2.2. Data collection and preprocessing

Table 1 shows the description of RNA datasets curated for the analysis.

Table 1.

Description of RNA datasets curated for the analysis. References for the datasets are shown in parentheses after the dataset. Abbreviations: DLPFC, dorsolateral prefrontal cortex; AD, Alzheimer’s disease.

Dataset	Tissue	Sample Size
RNA-seq dataset (31)	DLPFC	Control: 235 AD: 406
Microarray dataset (30)	DLPFC	Control: 101 AD: 129
Single-cell sequencing dataset (39)	Prefrontal cortex (Brodmann area 10)	Control: 24 AD: 24
RNA-seq dataset (40)	Temporal cortex	AD: 80 Control: 71 Path age: 30 Progressive supranuclear palsy (PSP): 81
RNA-seq dataset (41)	Heart	430

RNA-seq DLPFC dataset. ROSMAP RNA-seq normalized data (syn3505720) and clinical file (syn3191087) were download from SYNAPSE [31]. We filtered out genes with FPKM less than 1 in more than 50 % of samples. A variance-stabilizing transformation from package DESeq2 [42] was applied. We clustered the whole samples on their Euclidean distance to test their similarity, and one sample was considered an outlier and removed from further analysis. Finally, the top 5000 genes with the highest standard deviation and the remaining 641 samples were selected for the rest of the analyses.

Microarray DLPFC dataset. Processed raw gene expression data and metadata were downloaded from GSE44772 [30]. The batch effect was removed by limma package [43]. Genes intersected with the 5000 genes selected from RNA-seq DLPFC dataset were chosen to validate the preservation of modules from RNA-seq DLPFC dataset WGCNA results.

RNA-seq Heart dataset. Heart RNA-seq normalized data was downloaded from GTEx database [41] and processed in the same manner as RNA-seq DLPFC dataset. The top 5000 genes with the highest standard deviation and 430 samples were selected for the rest of the analyses.

RNA-seq temporal cortex (TC) dataset.
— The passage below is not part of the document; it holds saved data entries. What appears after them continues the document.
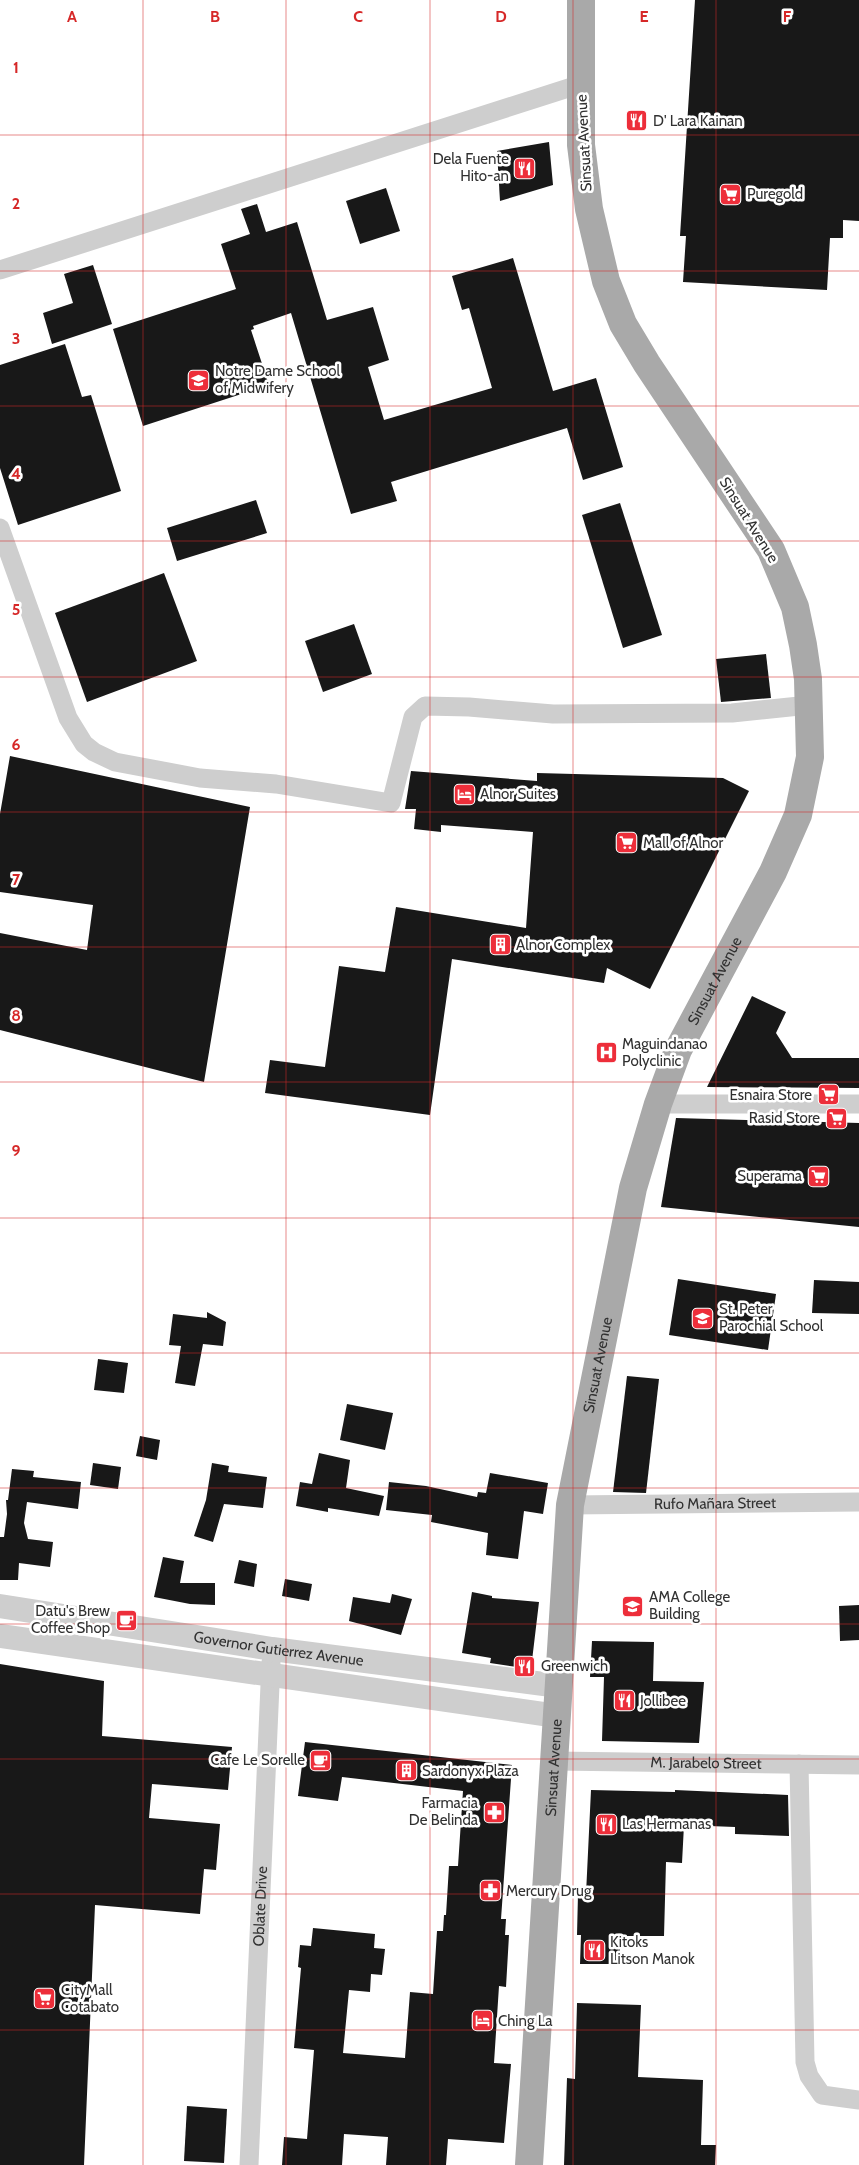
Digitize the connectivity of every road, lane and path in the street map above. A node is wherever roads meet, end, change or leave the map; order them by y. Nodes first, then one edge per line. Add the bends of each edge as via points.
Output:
1 (581, 0) edge
2 (581, 84) junction
3 (0, 270) edge
4 (0, 528) edge
5 (809, 705) junction
6 (658, 1104) junction
7 (859, 1104) edge
8 (859, 1502) edge
9 (570, 1505) junction
10 (0, 1606) edge
11 (0, 1636) edge
12 (272, 1648) junction
13 (270, 1674) junction
14 (559, 1686) junction
15 (556, 1716) junction
16 (554, 1761) junction
17 (799, 1764) junction
18 (859, 1765) edge
19 (859, 2100) edge
20 (249, 2165) edge
21 (529, 2165) edge

1 - 2 main road, Sinsuat Avenue
2 - 3 street
2 - 5 main road, Sinsuat Avenue via 581,146 589,209 596,247 614,305 647,364 771,550 795,607 807,670
4 - 5 street via 68,718 84,744 115,762 200,778 276,784 391,803 413,717 425,706 553,714 732,713
5 - 6 main road, Sinsuat Avenue via 810,757 798,815 773,872 678,1050
6 - 7 street
6 - 9 main road, Sinsuat Avenue via 632,1188
8 - 9 street, Rufo Mañara Street
9 - 14 main road, Sinsuat Avenue
10 - 12 street, Governor Gutierrez Avenue
11 - 13 street, Governor Gutierrez Avenue
12 - 13 street, Oblate Drive
12 - 14 street, Governor Gutierrez Avenue
13 - 15 street, Governor Gutierrez Avenue
13 - 20 street, Oblate Drive
14 - 15 main road, Sinsuat Avenue
15 - 16 main road, Sinsuat Avenue
16 - 17 street, M. Jarabelo Street
16 - 21 main road, Sinsuat Avenue
17 - 18 street, M. Jarabelo Street
17 - 19 street via 806,2062 809,2076 822,2094

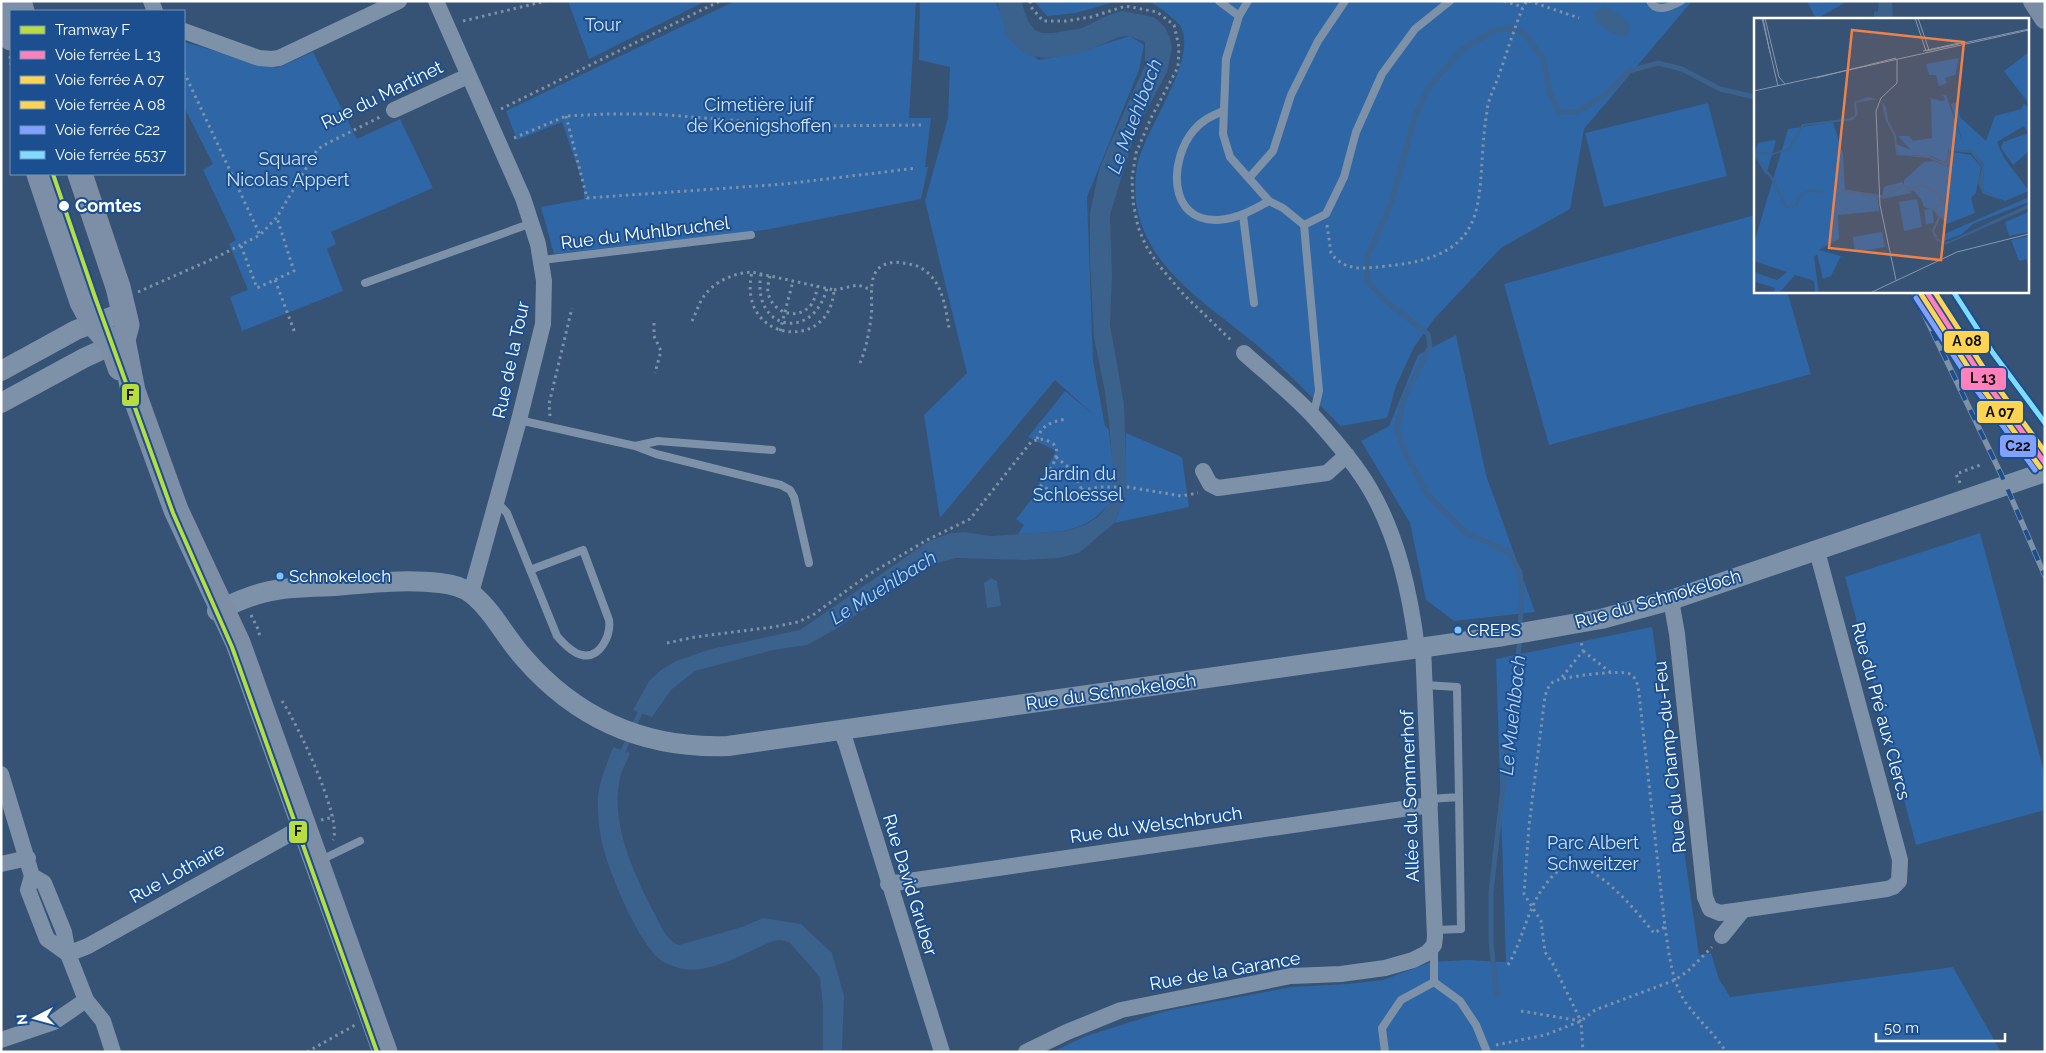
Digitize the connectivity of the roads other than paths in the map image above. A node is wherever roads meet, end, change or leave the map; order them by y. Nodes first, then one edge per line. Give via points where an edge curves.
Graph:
1 (399, 1) edge
2 (436, 1) edge
3 (1218, 1) edge
4 (1248, 1) edge
5 (1345, 1) edge
6 (1450, 1) edge
7 (1650, 1) edge
8 (1681, 1) edge
9 (2034, 1) edge
10 (1, 7) edge
11 (1239, 16) junction
12 (2045, 18) edge
13 (185, 31) edge
14 (10, 35) edge
15 (468, 76) junction
16 (394, 110) road end
17 (1223, 111) junction
18 (39, 175) edge
19 (80, 175) edge
20 (1249, 178) junction
21 (1269, 201) junction
22 (1243, 215) junction
23 (532, 223) junction
24 (1304, 224) junction
25 (751, 235) dead end
26 (542, 260) junction
27 (365, 283) dead end
28 (128, 303) junction
29 (1254, 303) dead end
30 (94, 324) junction
31 (117, 342) junction
32 (1244, 352) road end
33 (1, 371) edge
34 (1, 403) edge
35 (1313, 416) junction
36 (519, 420) junction
37 (635, 446) junction
38 (772, 450) dead end
39 (1347, 455) junction
40 (1202, 472) dead end
41 (2045, 472) edge
42 (497, 502) junction
43 (1817, 551) junction
44 (809, 563) dead end
45 (530, 570) junction
46 (471, 593) junction
47 (1671, 600) junction
48 (219, 610) junction
49 (1420, 647) junction
50 (1425, 685) junction
51 (841, 731) junction
52 (1, 774) edge
53 (1459, 797) junction
54 (1430, 802) junction
55 (6, 805) edge
56 (304, 826) junction
57 (360, 841) dead end
58 (28, 858) junction
59 (317, 862) junction
60 (1, 864) edge
61 (888, 884) junction
62 (1743, 910) junction
63 (1722, 936) road end
64 (1435, 937) junction
65 (68, 954) junction
66 (1434, 982) junction
67 (86, 1000) junction
68 (1, 1040) edge
69 (114, 1052) edge
70 (385, 1052) edge
71 (942, 1052) edge
72 (1026, 1052) edge
73 (1385, 1052) edge
74 (1487, 1052) edge

1 - 13 street via 272,60
2 - 15 street, Rue de la Tour
3 - 11 lane
4 - 11 lane
5 - 20 lane via 1318,41 1291,95 1273,151
6 - 24 lane via 1415,29 1382,74 1356,132 1344,177 1326,214
7 - 8 lane via 1658,8
9 - 12 main road
10 - 14 main road
11 - 17 lane via 1226,59
15 - 16 street, Rue du Martinet
15 - 23 street, Rue de la Tour
17 - 20 lane via 1223,134 1230,157
17 - 22 lane via 1205,119 1193,130 1181,156 1176,180 1180,200 1188,211 1200,218 1219,220
18 - 30 main road via 82,302
19 - 28 main road via 118,287
20 - 21 lane
21 - 22 lane
21 - 24 lane
22 - 29 lane
23 - 26 street, Rue de la Tour
23 - 27 lane
24 - 35 lane via 1318,392
25 - 26 lane, Rue du Muhlbruchel
26 - 36 street, Rue de la Tour via 543,324
28 - 30 street
28 - 31 main road via 127,326
30 - 31 main road
30 - 33 street
31 - 34 street
31 - 48 main road via 176,510
32 - 35 street, Allée du Sommerhof
35 - 39 street, Allée du Sommerhof
36 - 37 lane
36 - 42 street, Rue de la Tour
37 - 38 lane via 658,442
37 - 44 lane via 786,487 794,497
39 - 40 street via 1327,473 1218,488 1210,484
39 - 49 street, Allée du Sommerhof via 1370,489 1390,532 1409,593
41 - 43 street, Rue du Schnokeloch
42 - 45 lane via 507,513
42 - 46 street, Rue de la Tour
43 - 47 street, Rue du Schnokeloch
43 - 62 street, Rue du Pré aux Clercs via 1900,860 1899,882 1887,889
45 - 45 lane via 557,636 580,655 595,653 610,629 609,620 583,550
46 - 48 street, Rue du Schnokeloch via 439,583 368,583 262,593
46 - 51 street, Rue du Schnokeloch via 546,682 569,701 637,736 680,745 714,747
47 - 49 street, Rue du Schnokeloch via 1601,619
47 - 62 street, Rue du Champ-du-Feu via 1705,898 1710,909 1720,913
48 - 56 main road via 238,643
49 - 50 street, Allée du Sommerhof
49 - 51 street, Rue du Schnokeloch
50 - 53 lane via 1457,687
50 - 54 street, Allée du Sommerhof
51 - 61 street, Rue David Gruber
52 - 55 street
53 - 54 lane
53 - 64 lane via 1461,929
54 - 61 street, Rue du Welschbruch
54 - 64 street, Allée du Sommerhof
55 - 58 street
56 - 59 main road
56 - 65 street, Rue Lothaire via 88,946
57 - 59 lane
58 - 60 street
58 - 65 street via 32,876 28,890 47,939
59 - 70 main road
61 - 71 street, Rue David Gruber
62 - 63 street
64 - 66 lane
64 - 72 street, Rue de la Garance via 1428,953 1385,968 1291,976 1121,1010
65 - 67 street
66 - 73 lane via 1401,1000 1382,1028
66 - 74 lane via 1460,1000 1476,1025
67 - 68 street via 54,1022
67 - 69 street via 102,1021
TC RNA-seq normalized data (syn8466815) and clinical file (syn8466814) were downloaded from SYNAPSE [40] and processed in the same manner as RNA-seq DLPFC dataset. Genes intersected with the 5000 genes selected from RNA-seq DLPFC dataset were chosen for further analyses.

Single-cell sequencing dataset. ROSMAP single-cell sequencing data (syn18485175) and metadata (syn3157322) were download from SYNAPSE [39]. Single-cell raw data was processed by the package Seurat [44]. Specifically, we kept genes detected in no less than 3 cells and kept all cells with at least 200 detected genes. Outlier cells in quality metrics, including unique gene counts, the ratio of mitochondrial relative to endogenous RNAs, total gene counts, were filtered out as they might represent dead (or unqualified) or doublets (or multiplets) cells. For the rest of cells that passed the quality control, we carried out log-normalization with a scale factor 10000. Louvain algorithm in Seurat was implemented to detect clusters. The cell type of each cluster was identified by the corresponding marker genes provided by a previous publication [39]. Considering the sparsity of single-cell sequencing data, we applied scWGCNA [45], a package aggregating k nearest neighboring cells (neighboring cells within a cell-type-specific cluster) as a newly constructed pseudo-cell. Finally, genes overlapped with the 5000 genes selected from RNA-seq DLPFC dataset were obtained to set up cell-type-specific gene expression matrices of pseudo-cells, which were included to validate the preservation of modules from RNA-seq DLPFC dataset WGCNA results.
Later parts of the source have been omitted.